▶ **Work to be completed**: Write out all of the entries exactly, please.

▶ **Records for processing**:
*** Begin section ***

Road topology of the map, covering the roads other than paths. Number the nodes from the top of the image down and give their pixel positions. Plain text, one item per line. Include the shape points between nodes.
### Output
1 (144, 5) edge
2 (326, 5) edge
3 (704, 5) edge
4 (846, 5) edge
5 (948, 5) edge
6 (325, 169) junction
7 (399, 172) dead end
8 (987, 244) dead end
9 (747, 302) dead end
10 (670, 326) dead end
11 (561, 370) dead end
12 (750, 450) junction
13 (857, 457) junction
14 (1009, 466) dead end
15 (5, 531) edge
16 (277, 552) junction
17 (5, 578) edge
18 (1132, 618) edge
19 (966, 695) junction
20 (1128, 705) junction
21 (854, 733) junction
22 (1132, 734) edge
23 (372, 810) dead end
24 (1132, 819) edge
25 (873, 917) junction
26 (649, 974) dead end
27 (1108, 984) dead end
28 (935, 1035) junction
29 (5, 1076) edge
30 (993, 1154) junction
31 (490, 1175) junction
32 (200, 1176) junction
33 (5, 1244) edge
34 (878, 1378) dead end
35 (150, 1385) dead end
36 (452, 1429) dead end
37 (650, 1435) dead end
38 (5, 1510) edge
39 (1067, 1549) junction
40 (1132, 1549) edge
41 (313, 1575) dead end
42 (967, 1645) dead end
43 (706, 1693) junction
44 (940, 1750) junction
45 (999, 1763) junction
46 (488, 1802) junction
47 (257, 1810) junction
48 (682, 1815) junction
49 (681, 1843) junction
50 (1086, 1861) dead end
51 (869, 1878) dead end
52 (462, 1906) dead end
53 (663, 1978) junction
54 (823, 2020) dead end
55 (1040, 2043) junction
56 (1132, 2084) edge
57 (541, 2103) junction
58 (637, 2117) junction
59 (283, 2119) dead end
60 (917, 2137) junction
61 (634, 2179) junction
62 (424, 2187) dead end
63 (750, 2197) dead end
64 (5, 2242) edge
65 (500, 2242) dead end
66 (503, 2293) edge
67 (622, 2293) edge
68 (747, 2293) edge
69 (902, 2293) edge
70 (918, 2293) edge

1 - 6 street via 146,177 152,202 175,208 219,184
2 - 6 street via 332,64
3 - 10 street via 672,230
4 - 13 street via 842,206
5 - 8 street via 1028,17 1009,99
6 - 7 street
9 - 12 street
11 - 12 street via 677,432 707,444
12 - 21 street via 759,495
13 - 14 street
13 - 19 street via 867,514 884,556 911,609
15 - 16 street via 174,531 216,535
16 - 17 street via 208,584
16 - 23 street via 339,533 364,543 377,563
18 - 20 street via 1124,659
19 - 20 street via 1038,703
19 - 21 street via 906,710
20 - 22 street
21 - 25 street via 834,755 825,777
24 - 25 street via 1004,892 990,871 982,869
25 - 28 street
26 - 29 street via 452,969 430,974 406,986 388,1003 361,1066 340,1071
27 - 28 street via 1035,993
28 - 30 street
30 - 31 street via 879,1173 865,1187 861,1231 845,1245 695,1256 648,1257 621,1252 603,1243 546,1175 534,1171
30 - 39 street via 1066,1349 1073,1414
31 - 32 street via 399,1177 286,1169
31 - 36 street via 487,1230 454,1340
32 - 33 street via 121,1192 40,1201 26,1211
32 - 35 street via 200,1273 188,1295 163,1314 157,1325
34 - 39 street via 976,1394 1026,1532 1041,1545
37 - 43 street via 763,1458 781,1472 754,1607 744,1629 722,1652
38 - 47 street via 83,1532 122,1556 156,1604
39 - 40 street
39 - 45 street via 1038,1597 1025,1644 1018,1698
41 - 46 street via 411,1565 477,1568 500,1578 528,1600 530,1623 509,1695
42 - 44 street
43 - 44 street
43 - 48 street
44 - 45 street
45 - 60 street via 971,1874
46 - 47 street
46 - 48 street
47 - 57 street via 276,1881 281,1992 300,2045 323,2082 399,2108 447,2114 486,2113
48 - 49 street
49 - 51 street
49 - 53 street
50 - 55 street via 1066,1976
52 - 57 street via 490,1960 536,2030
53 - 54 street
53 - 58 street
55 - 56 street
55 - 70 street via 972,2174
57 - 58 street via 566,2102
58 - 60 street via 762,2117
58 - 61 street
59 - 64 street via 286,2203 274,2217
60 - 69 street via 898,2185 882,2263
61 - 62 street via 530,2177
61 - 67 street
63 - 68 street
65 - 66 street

*** End section ***

▶ **Written response**:
Road topology of the map, covering the roads other than paths. Number the nodes from the top of the image down and give their pixel positions. Plain text, one item per line. Include the shape points between nodes.
### Output
1 (144, 5) edge
2 (326, 5) edge
3 (704, 5) edge
4 (846, 5) edge
5 (948, 5) edge
6 (325, 169) junction
7 (399, 172) dead end
8 (987, 244) dead end
9 (747, 302) dead end
10 (670, 326) dead end
11 (561, 370) dead end
12 (750, 450) junction
13 (857, 457) junction
14 (1009, 466) dead end
15 (5, 531) edge
16 (277, 552) junction
17 (5, 578) edge
18 (1132, 618) edge
19 (966, 695) junction
20 (1128, 705) junction
21 (854, 733) junction
22 (1132, 734) edge
23 (372, 810) dead end
24 (1132, 819) edge
25 (873, 917) junction
26 (649, 974) dead end
27 (1108, 984) dead end
28 (935, 1035) junction
29 (5, 1076) edge
30 (993, 1154) junction
31 (490, 1175) junction
32 (200, 1176) junction
33 (5, 1244) edge
34 (878, 1378) dead end
35 (150, 1385) dead end
36 (452, 1429) dead end
37 (650, 1435) dead end
38 (5, 1510) edge
39 (1067, 1549) junction
40 (1132, 1549) edge
41 (313, 1575) dead end
42 (967, 1645) dead end
43 (706, 1693) junction
44 (940, 1750) junction
45 (999, 1763) junction
46 (488, 1802) junction
47 (257, 1810) junction
48 (682, 1815) junction
49 (681, 1843) junction
50 (1086, 1861) dead end
51 (869, 1878) dead end
52 (462, 1906) dead end
53 (663, 1978) junction
54 (823, 2020) dead end
55 (1040, 2043) junction
56 (1132, 2084) edge
57 (541, 2103) junction
58 (637, 2117) junction
59 (283, 2119) dead end
60 (917, 2137) junction
61 (634, 2179) junction
62 (424, 2187) dead end
63 (750, 2197) dead end
64 (5, 2242) edge
65 (500, 2242) dead end
66 (503, 2293) edge
67 (622, 2293) edge
68 (747, 2293) edge
69 (902, 2293) edge
70 (918, 2293) edge

1 - 6 street via 146,177 152,202 175,208 219,184
2 - 6 street via 332,64
3 - 10 street via 672,230
4 - 13 street via 842,206
5 - 8 street via 1028,17 1009,99
6 - 7 street
9 - 12 street
11 - 12 street via 677,432 707,444
12 - 21 street via 759,495
13 - 14 street
13 - 19 street via 867,514 884,556 911,609
15 - 16 street via 174,531 216,535
16 - 17 street via 208,584
16 - 23 street via 339,533 364,543 377,563
18 - 20 street via 1124,659
19 - 20 street via 1038,703
19 - 21 street via 906,710
20 - 22 street
21 - 25 street via 834,755 825,777
24 - 25 street via 1004,892 990,871 982,869
25 - 28 street
26 - 29 street via 452,969 430,974 406,986 388,1003 361,1066 340,1071
27 - 28 street via 1035,993
28 - 30 street
30 - 31 street via 879,1173 865,1187 861,1231 845,1245 695,1256 648,1257 621,1252 603,1243 546,1175 534,1171
30 - 39 street via 1066,1349 1073,1414
31 - 32 street via 399,1177 286,1169
31 - 36 street via 487,1230 454,1340
32 - 33 street via 121,1192 40,1201 26,1211
32 - 35 street via 200,1273 188,1295 163,1314 157,1325
34 - 39 street via 976,1394 1026,1532 1041,1545
37 - 43 street via 763,1458 781,1472 754,1607 744,1629 722,1652
38 - 47 street via 83,1532 122,1556 156,1604
39 - 40 street
39 - 45 street via 1038,1597 1025,1644 1018,1698
41 - 46 street via 411,1565 477,1568 500,1578 528,1600 530,1623 509,1695
42 - 44 street
43 - 44 street
43 - 48 street
44 - 45 street
45 - 60 street via 971,1874
46 - 47 street
46 - 48 street
47 - 57 street via 276,1881 281,1992 300,2045 323,2082 399,2108 447,2114 486,2113
48 - 49 street
49 - 51 street
49 - 53 street
50 - 55 street via 1066,1976
52 - 57 street via 490,1960 536,2030
53 - 54 street
53 - 58 street
55 - 56 street
55 - 70 street via 972,2174
57 - 58 street via 566,2102
58 - 60 street via 762,2117
58 - 61 street
59 - 64 street via 286,2203 274,2217
60 - 69 street via 898,2185 882,2263
61 - 62 street via 530,2177
61 - 67 street
63 - 68 street
65 - 66 street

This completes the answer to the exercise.